Daily I attend the mysteries, initiate and
priest of that sacred door which leads
to her at last, at least here.
The binding of this notebook hinges
pages which turn like doors, each affording
a fresh view of that grand expectant night
(which almost never came to good conclusion),
humid and fragrant and fresh-whisked
by dark storms. My every sense
as I walked out alarumed her awaking
up from the froth and foam, waiting
for me in some rocknroll bar
like a hunted desire haunting me
home. That creaking of limbs in
the southern oak which spread
over my garage apartment: they
groaned with my fathers’ bones
as I walked to my car, turning and
twisting them as they knocked
in metronome the cost of
every stout penetration
to shout immortal sighs.
But I paid scant attention,
whistling “Love is the Drug”
as I revved my Datsun up, backing out
of one bum dream and hitting the gas toward
its other, whose precise location was unknowable,
like the spinning island of the sea-witch.

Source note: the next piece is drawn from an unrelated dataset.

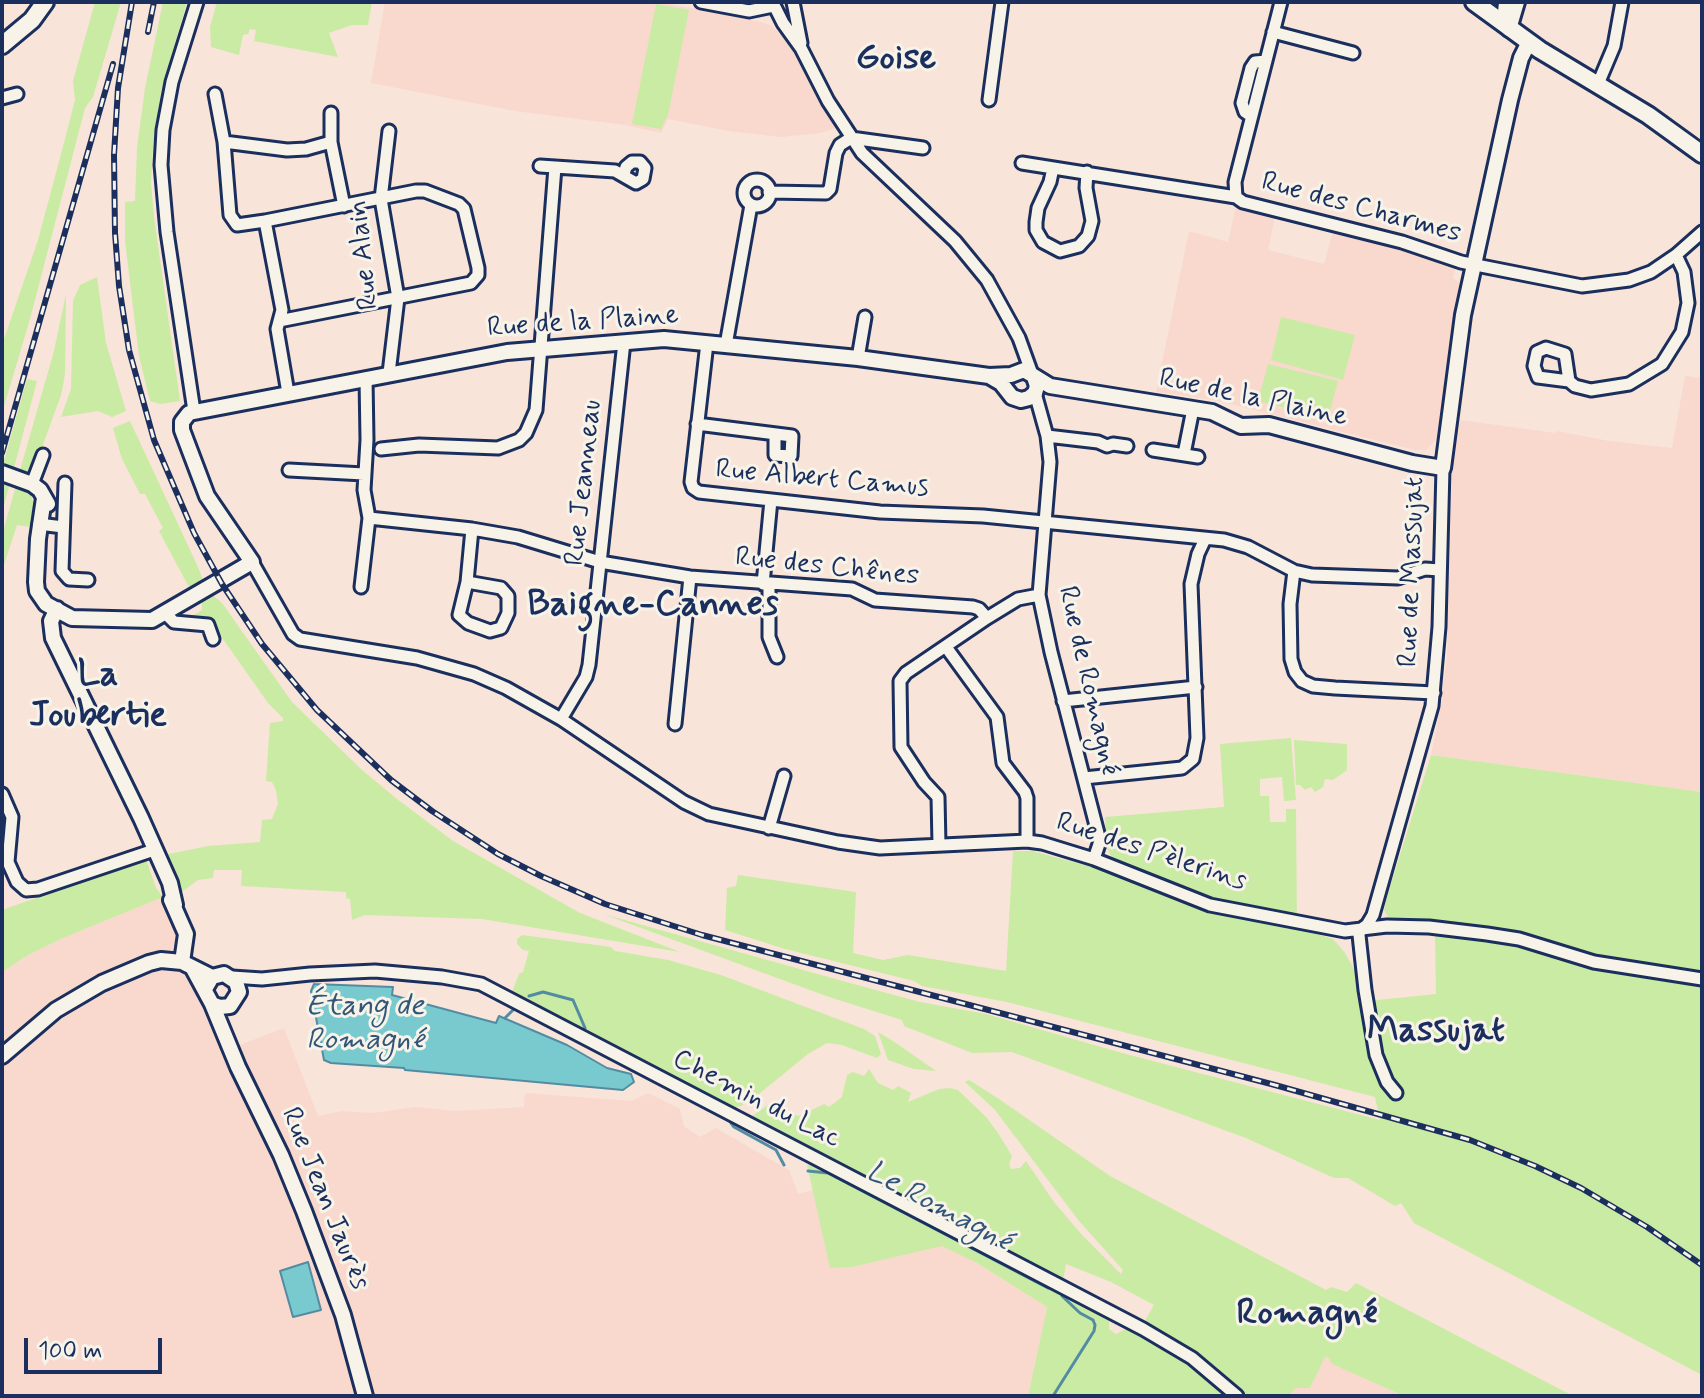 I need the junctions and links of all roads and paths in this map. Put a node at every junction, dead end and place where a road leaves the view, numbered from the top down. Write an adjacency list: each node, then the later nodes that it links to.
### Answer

Its door could only be approached and
entered in boozy flung abandon, my hooded sight
tuned to strange peripheries, compassed
to a border beach of moon-monstrous waves
that waited right or left of sense,
a place no man would dare to visit,
much less run and leap from
like a selkie back in his froth.
There the ninth wave waited for me,
the towering shape of the She
my nuts had hatched, giving birth to her
so she could give birth to my eternal
bliss, there in the lees of a post-
noctal kiss. And here I there live on,
keeping those fires bright even
to the ends of what once was proper poetry’s
petty epiphinals, further to the
ends of this difficult year where
bliss just can’t be found and is
made yet stonily. Yesterday --
taking a next-to-last vacation day --
my wife and I ate breakfast out
then ran errands at Wal- K-Mart and Lowe’s;
then came home midmorning
to enjoy our day together here, me
weeding in the garden and putting flowers in around
the birdbath while in back my wife
spray-painted white some metal chairs.
The day wan and breezy, soothing for its
dearth of heat or cold, rocking us
a tide of year-ending air.
Ten thousand passages through that door
in world and words put clear enough
what’s bordered here where love pays all
to build a home. Here
in the inmost vault where the mysteries
are boxed and tended by my vestal
dreams of true love, the sacred fire
burns clear and steady in work still fuelled
by that old hope, even now, even here.
We believe it with our bodies til
they fumble and fade, dusting the
furniture which remains. Last night my
wife and I set battery-powered candles
in the window of our house,
in gesture to that door which glows
with all our dreams
and is arched by the stars,
comfort for dark winter nights
which I drank to dregs in bars
and pour out now here in lines
which fling love wide and far,
siloed deep in the woman
that door led me to
when I decided to wake
up and come home.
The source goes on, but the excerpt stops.